What the exercise asks = Below are some records; retype all of them exactly.

━━━━━━━━━━━━━━━━━━━━

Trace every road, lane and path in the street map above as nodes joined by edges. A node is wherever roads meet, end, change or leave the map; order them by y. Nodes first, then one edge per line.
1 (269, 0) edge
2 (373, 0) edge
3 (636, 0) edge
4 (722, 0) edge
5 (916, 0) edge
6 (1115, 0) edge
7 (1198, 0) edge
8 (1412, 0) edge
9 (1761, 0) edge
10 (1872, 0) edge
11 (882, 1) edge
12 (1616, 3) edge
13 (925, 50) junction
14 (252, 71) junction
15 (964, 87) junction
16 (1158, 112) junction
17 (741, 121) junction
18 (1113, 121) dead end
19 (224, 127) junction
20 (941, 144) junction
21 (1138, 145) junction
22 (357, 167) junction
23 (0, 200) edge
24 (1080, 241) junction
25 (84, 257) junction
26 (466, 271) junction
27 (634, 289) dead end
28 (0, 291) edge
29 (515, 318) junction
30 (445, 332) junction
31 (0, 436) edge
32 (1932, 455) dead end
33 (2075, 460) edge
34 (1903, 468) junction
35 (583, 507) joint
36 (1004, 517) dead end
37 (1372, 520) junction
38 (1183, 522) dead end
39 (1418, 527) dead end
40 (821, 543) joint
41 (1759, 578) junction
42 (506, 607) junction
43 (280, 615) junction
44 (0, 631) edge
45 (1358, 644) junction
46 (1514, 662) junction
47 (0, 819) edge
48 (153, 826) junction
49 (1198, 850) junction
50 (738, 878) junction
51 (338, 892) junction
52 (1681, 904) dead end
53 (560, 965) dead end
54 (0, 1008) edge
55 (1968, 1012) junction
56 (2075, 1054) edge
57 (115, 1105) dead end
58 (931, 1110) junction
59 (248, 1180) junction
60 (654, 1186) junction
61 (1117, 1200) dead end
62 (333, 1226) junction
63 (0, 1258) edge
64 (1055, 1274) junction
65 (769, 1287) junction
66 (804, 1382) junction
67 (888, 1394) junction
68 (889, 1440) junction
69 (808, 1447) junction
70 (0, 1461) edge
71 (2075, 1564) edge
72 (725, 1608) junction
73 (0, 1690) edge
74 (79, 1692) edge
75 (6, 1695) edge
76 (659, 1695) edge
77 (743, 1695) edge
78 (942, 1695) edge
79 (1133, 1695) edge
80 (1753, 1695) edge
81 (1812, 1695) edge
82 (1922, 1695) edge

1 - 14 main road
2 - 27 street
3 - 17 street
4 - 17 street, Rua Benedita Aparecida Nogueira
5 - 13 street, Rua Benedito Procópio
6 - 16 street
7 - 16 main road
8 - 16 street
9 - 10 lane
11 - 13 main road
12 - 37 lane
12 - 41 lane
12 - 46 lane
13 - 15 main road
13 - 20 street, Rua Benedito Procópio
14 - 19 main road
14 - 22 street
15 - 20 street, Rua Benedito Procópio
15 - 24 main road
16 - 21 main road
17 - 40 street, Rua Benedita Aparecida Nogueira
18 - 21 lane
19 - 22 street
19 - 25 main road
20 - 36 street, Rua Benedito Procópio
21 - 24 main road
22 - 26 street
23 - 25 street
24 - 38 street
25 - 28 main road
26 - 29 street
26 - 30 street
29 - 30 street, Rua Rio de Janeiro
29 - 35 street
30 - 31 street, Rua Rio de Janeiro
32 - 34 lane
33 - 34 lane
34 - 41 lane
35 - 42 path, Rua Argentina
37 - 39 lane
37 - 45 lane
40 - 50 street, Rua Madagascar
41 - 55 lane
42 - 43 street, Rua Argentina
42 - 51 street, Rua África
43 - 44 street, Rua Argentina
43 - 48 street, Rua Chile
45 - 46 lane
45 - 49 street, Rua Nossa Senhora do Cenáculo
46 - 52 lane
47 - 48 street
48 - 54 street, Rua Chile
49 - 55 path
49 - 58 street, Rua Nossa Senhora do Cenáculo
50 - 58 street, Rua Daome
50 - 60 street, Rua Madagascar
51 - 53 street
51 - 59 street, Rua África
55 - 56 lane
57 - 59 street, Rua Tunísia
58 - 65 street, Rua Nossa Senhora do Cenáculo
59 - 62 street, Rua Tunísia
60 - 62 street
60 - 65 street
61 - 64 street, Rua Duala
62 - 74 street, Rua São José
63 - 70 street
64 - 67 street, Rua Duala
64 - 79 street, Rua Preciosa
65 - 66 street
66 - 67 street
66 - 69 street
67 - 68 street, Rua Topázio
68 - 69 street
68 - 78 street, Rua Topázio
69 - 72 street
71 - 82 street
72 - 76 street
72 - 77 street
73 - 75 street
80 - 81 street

━━━━━━━━━━━━━━━━━━━━

Exercise result =
Trace every road, lane and path in the street map above as nodes joined by edges. A node is wherever roads meet, end, change or leave the map; order them by y. Nodes first, then one edge per line.
1 (269, 0) edge
2 (373, 0) edge
3 (636, 0) edge
4 (722, 0) edge
5 (916, 0) edge
6 (1115, 0) edge
7 (1198, 0) edge
8 (1412, 0) edge
9 (1761, 0) edge
10 (1872, 0) edge
11 (882, 1) edge
12 (1616, 3) edge
13 (925, 50) junction
14 (252, 71) junction
15 (964, 87) junction
16 (1158, 112) junction
17 (741, 121) junction
18 (1113, 121) dead end
19 (224, 127) junction
20 (941, 144) junction
21 (1138, 145) junction
22 (357, 167) junction
23 (0, 200) edge
24 (1080, 241) junction
25 (84, 257) junction
26 (466, 271) junction
27 (634, 289) dead end
28 (0, 291) edge
29 (515, 318) junction
30 (445, 332) junction
31 (0, 436) edge
32 (1932, 455) dead end
33 (2075, 460) edge
34 (1903, 468) junction
35 (583, 507) joint
36 (1004, 517) dead end
37 (1372, 520) junction
38 (1183, 522) dead end
39 (1418, 527) dead end
40 (821, 543) joint
41 (1759, 578) junction
42 (506, 607) junction
43 (280, 615) junction
44 (0, 631) edge
45 (1358, 644) junction
46 (1514, 662) junction
47 (0, 819) edge
48 (153, 826) junction
49 (1198, 850) junction
50 (738, 878) junction
51 (338, 892) junction
52 (1681, 904) dead end
53 (560, 965) dead end
54 (0, 1008) edge
55 (1968, 1012) junction
56 (2075, 1054) edge
57 (115, 1105) dead end
58 (931, 1110) junction
59 (248, 1180) junction
60 (654, 1186) junction
61 (1117, 1200) dead end
62 (333, 1226) junction
63 (0, 1258) edge
64 (1055, 1274) junction
65 (769, 1287) junction
66 (804, 1382) junction
67 (888, 1394) junction
68 (889, 1440) junction
69 (808, 1447) junction
70 (0, 1461) edge
71 (2075, 1564) edge
72 (725, 1608) junction
73 (0, 1690) edge
74 (79, 1692) edge
75 (6, 1695) edge
76 (659, 1695) edge
77 (743, 1695) edge
78 (942, 1695) edge
79 (1133, 1695) edge
80 (1753, 1695) edge
81 (1812, 1695) edge
82 (1922, 1695) edge

1 - 14 main road
2 - 27 street
3 - 17 street
4 - 17 street, Rua Benedita Aparecida Nogueira
5 - 13 street, Rua Benedito Procópio
6 - 16 street
7 - 16 main road
8 - 16 street
9 - 10 lane
11 - 13 main road
12 - 37 lane
12 - 41 lane
12 - 46 lane
13 - 15 main road
13 - 20 street, Rua Benedito Procópio
14 - 19 main road
14 - 22 street
15 - 20 street, Rua Benedito Procópio
15 - 24 main road
16 - 21 main road
17 - 40 street, Rua Benedita Aparecida Nogueira
18 - 21 lane
19 - 22 street
19 - 25 main road
20 - 36 street, Rua Benedito Procópio
21 - 24 main road
22 - 26 street
23 - 25 street
24 - 38 street
25 - 28 main road
26 - 29 street
26 - 30 street
29 - 30 street, Rua Rio de Janeiro
29 - 35 street
30 - 31 street, Rua Rio de Janeiro
32 - 34 lane
33 - 34 lane
34 - 41 lane
35 - 42 path, Rua Argentina
37 - 39 lane
37 - 45 lane
40 - 50 street, Rua Madagascar
41 - 55 lane
42 - 43 street, Rua Argentina
42 - 51 street, Rua África
43 - 44 street, Rua Argentina
43 - 48 street, Rua Chile
45 - 46 lane
45 - 49 street, Rua Nossa Senhora do Cenáculo
46 - 52 lane
47 - 48 street
48 - 54 street, Rua Chile
49 - 55 path
49 - 58 street, Rua Nossa Senhora do Cenáculo
50 - 58 street, Rua Daome
50 - 60 street, Rua Madagascar
51 - 53 street
51 - 59 street, Rua África
55 - 56 lane
57 - 59 street, Rua Tunísia
58 - 65 street, Rua Nossa Senhora do Cenáculo
59 - 62 street, Rua Tunísia
60 - 62 street
60 - 65 street
61 - 64 street, Rua Duala
62 - 74 street, Rua São José
63 - 70 street
64 - 67 street, Rua Duala
64 - 79 street, Rua Preciosa
65 - 66 street
66 - 67 street
66 - 69 street
67 - 68 street, Rua Topázio
68 - 69 street
68 - 78 street, Rua Topázio
69 - 72 street
71 - 82 street
72 - 76 street
72 - 77 street
73 - 75 street
80 - 81 street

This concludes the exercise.